Royal State National Insurance v. Labor & Industrial Relations Appeal Board

487 P.2d 278, 53 Haw. 32, 1971 Haw. LEXIS 75
CourtHawaii Supreme Court
DecidedJune 28, 1971
Docket5014
StatusPublished
Cited by52 cases

This text of 487 P.2d 278 (Royal State National Insurance v. Labor & Industrial Relations Appeal Board) is published on Counsel Stack Legal Research, covering Hawaii Supreme Court primary law. Counsel Stack provides free access to over 12 million legal documents including statutes, case law, regulations, and constitutions.

Bluebook
Royal State National Insurance v. Labor & Industrial Relations Appeal Board, 487 P.2d 278, 53 Haw. 32, 1971 Haw. LEXIS 75 (haw 1971).

Opinion

*33 OPINION OF THE COURT BY

LEVINSON, J.

This case involves a workmen’s compensation claim filed by the appellee, Robert M. Gushiken, on September 16, 1965. Mr. Gushiken is seeking compensation for: (1) alleged physical injuries incurred in an automobile accident which took place on January 28, 1965; and (2) mental injuries allegedly resulting from the aforementioned accident or from the stress and strain of his occupation, or from a combination of the two. At the time of the accident the appellee was employed by the appellant, Royal State National Insurance Co., to train prospective insurance agents. On January 28 Mr. Gushiken had left the company’s premises to collect an overdue insurance premium. During the course of his journey his vehicle was struck on the left rear bumper by a service station jeep. The appellee described the accident as minor. Nevertheless on the following day he saw a physician because of neck pains.

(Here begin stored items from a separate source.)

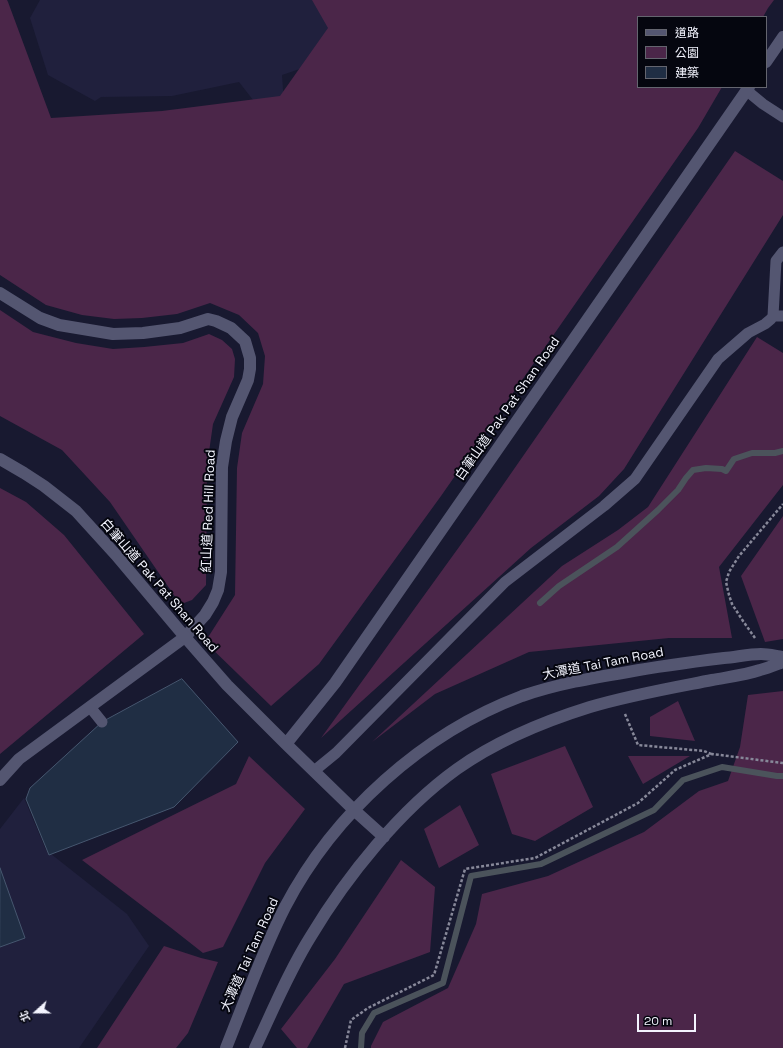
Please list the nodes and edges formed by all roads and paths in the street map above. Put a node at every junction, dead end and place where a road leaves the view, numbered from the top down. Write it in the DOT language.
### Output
graph roads {
  1 [pos="783,38"];
  2 [pos="767,61"];
  3 [pos="747,89"];
  4 [pos="783,117"];
  5 [pos="783,252"];
  6 [pos="0,293"];
  7 [pos="778,316"];
  8 [pos="0,459"];
  9 [pos="783,504"];
  10 [pos="185,637"];
  11 [pos="760,654"];
  12 [pos="783,657"];
  13 [pos="783,662"];
  14 [pos="619,699"];
  15 [pos="90,707"];
  16 [pos="102,722"];
  17 [pos="286,744"];
  18 [pos="712,754"];
  19 [pos="19,759"];
  20 [pos="783,763"];
  21 [pos="0,767"];
  22 [pos="314,771"];
  23 [pos="0,780"];
  24 [pos="354,810"];
  25 [pos="384,837"];
  26 [pos="226,1048"];
  27 [pos="255,1048"];
  28 [pos="345,1048"];
  1 -- 2 [label="street"];
  3 -- 4 [label="lane"];
  3 -- 17 [label="street, 白筆山道 Pak Pat Shan Road"];
  5 -- 7 [label="lane"];
  6 -- 10 [label="street, 紅山道 Red Hill Road"];
  7 -- 22 [label="lane"];
  8 -- 10 [label="street, 白筆山道 Pak Pat Shan Road"];
  9 -- 11 [label="path"];
  10 -- 15 [label="street, 紅山道 Red Hill Road"];
  10 -- 17 [label="street, 白筆山道 Pak Pat Shan Road"];
  11 -- 12 [label="street, 大潭道 Tai Tam Road"];
  11 -- 24 [label="street, 大潭道 Tai Tam Road"];
  13 -- 14 [label="street"];
  14 -- 18 [label="path"];
  14 -- 25 [label="street"];
  15 -- 16 [label="lane"];
  15 -- 19 [label="street, 紅山道 Red Hill Road"];
  17 -- 22 [label="street, 白筆山道 Pak Pat Shan Road"];
  18 -- 20 [label="path"];
  18 -- 28 [label="path"];
  19 -- 21 [label="street, 紅山道 Red Hill Road"];
  19 -- 23 [label="street, 紅山道 Red Hill Road"];
  22 -- 24 [label="street, 白筆山道 Pak Pat Shan Road"];
  24 -- 25 [label="street, 白筆山道 Pak Pat Shan Road"];
  24 -- 26 [label="street, 大潭道 Tai Tam Road"];
  25 -- 27 [label="street"];
}
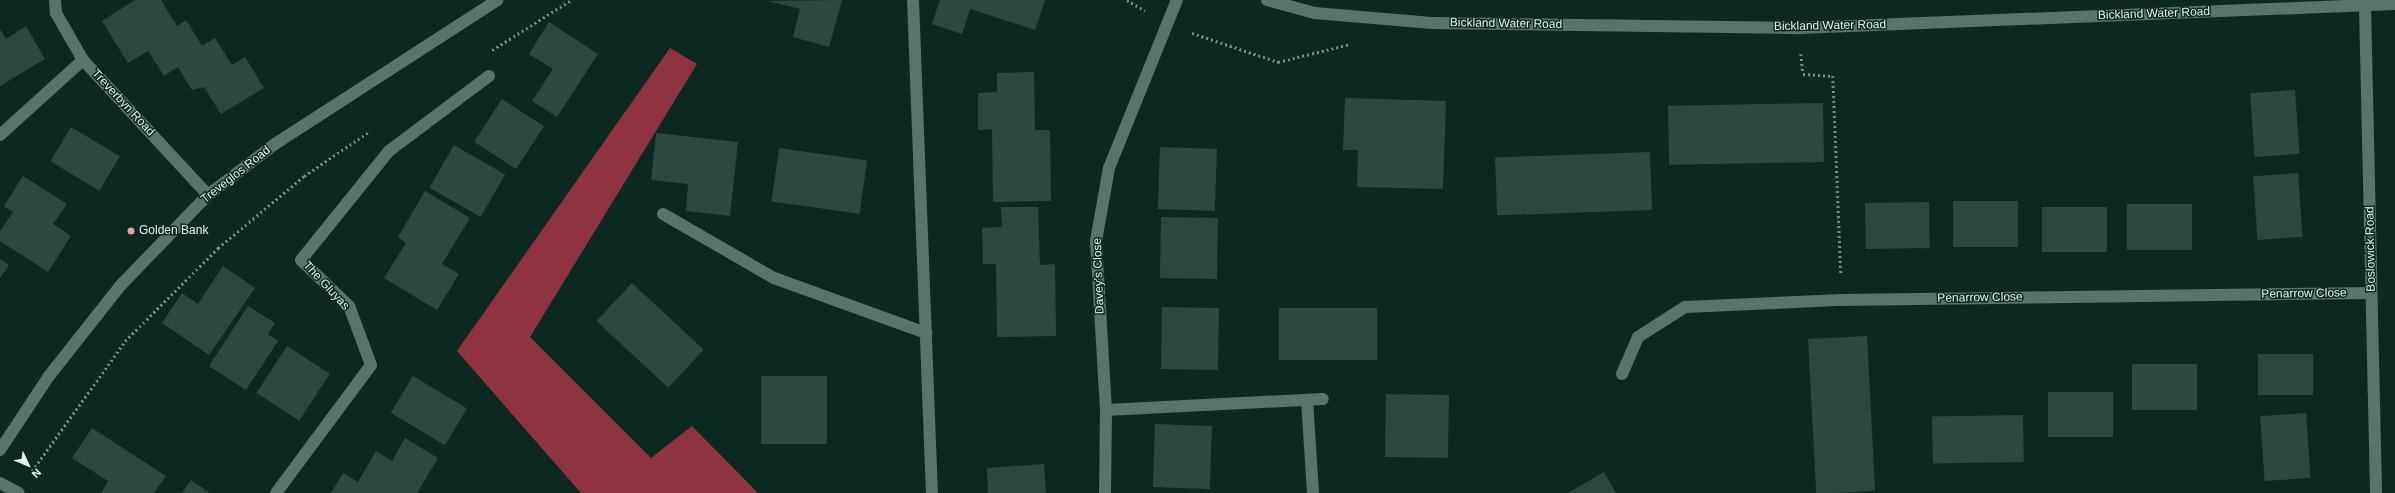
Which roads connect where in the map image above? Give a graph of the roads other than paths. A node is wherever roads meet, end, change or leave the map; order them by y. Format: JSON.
{"nodes":[{"id":1,"x":56,"y":0,"type":"edge"},
{"id":2,"x":498,"y":0,"type":"edge"},
{"id":3,"x":912,"y":0,"type":"edge"},
{"id":4,"x":1177,"y":0,"type":"edge"},
{"id":5,"x":1267,"y":0,"type":"edge"},
{"id":6,"x":2395,"y":4,"type":"edge"},
{"id":7,"x":2365,"y":6,"type":"junction"},
{"id":8,"x":83,"y":60,"type":"junction"},
{"id":9,"x":489,"y":76,"type":"dead end"},
{"id":10,"x":0,"y":135,"type":"edge"},
{"id":11,"x":208,"y":195,"type":"junction"},
{"id":12,"x":663,"y":214,"type":"dead end"},
{"id":13,"x":2372,"y":293,"type":"junction"},
{"id":14,"x":926,"y":333,"type":"junction"},
{"id":15,"x":1622,"y":374,"type":"dead end"},
{"id":16,"x":1323,"y":399,"type":"dead end"},
{"id":17,"x":1307,"y":400,"type":"junction"},
{"id":18,"x":1106,"y":410,"type":"junction"},
{"id":19,"x":0,"y":450,"type":"edge"},
{"id":20,"x":0,"y":483,"type":"edge"},
{"id":21,"x":18,"y":493,"type":"edge"},
{"id":22,"x":276,"y":493,"type":"edge"},
{"id":23,"x":932,"y":493,"type":"edge"},
{"id":24,"x":1105,"y":493,"type":"edge"},
{"id":25,"x":1313,"y":493,"type":"edge"},
{"id":26,"x":2376,"y":493,"type":"edge"}],
"edges":[{"from":1,"to":8,"type":"street","name":"Treverbyn Road"},
{"from":2,"to":11,"type":"street","name":"Treveglos Road"},
{"from":3,"to":14,"type":"street"},
{"from":4,"to":18,"type":"street","name":"Davey's Close"},
{"from":5,"to":7,"type":"street","name":"Bickland Water Road"},
{"from":6,"to":7,"type":"street","name":"Bickland Water Road"},
{"from":7,"to":13,"type":"street","name":"Boslowick Road"},
{"from":8,"to":10,"type":"street"},
{"from":8,"to":11,"type":"street","name":"Treverbyn Road"},
{"from":9,"to":22,"type":"street","name":"The Gluyas"},
{"from":11,"to":19,"type":"street","name":"Treveglos Road"},
{"from":12,"to":14,"type":"street"},
{"from":13,"to":15,"type":"street","name":"Penarrow Close"},
{"from":13,"to":26,"type":"street","name":"Boslowick Road"},
{"from":14,"to":23,"type":"street"},
{"from":16,"to":17,"type":"street"},
{"from":17,"to":18,"type":"street"},
{"from":17,"to":25,"type":"street"},
{"from":18,"to":24,"type":"street","name":"Davey's Close"},
{"from":20,"to":21,"type":"street"}]}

During the months following the accident the appellee came into conflict with his supervisor who, on April 7, 1965, recommended to the company’s agency committee that Gushiken be dismissed from his position as director of training. In a meeting attended by the appellee the agency committee voted to dismiss him, effective immediately. Following the meeting Gushiken visited his physician and was treated for neck pains. On the same day he was admitted to St. Francis Hospital, where he remained until April 18, *34 1965. On the morning of that day Gushiken unsuccessfully tried to commit suicide by slashing his wrists with a razor blade, as a result of which he was transferred to Queen’s Hospital. There he received treatment until May 28, 1965 when, against the advice of his doctor, he released himself from the hospital’s care.

The appellee’s claim for compensation was denied by the Administrator of the State Department of Labor and an appeal was taken to the Labor and Industrial Relations Appeal Board. On October 11, 1968, the appeal board reversed the decision of the administrator and allowed the appellee’s claim. The employer-appellant then appealed to the First Circuit Court, where a jury trial was begun on April 27, 1970. At the end of the appellant’s case in chief the trial judge granted the appellee’s motion for a directed verdict on the ground that the appellant had failed to prove, as a matter of law, either that the appellee’s claim was not for a covered work injury, or that his injuries were willfully inflicted. On May 26, 1970 judgment was entered in favor of the appellee.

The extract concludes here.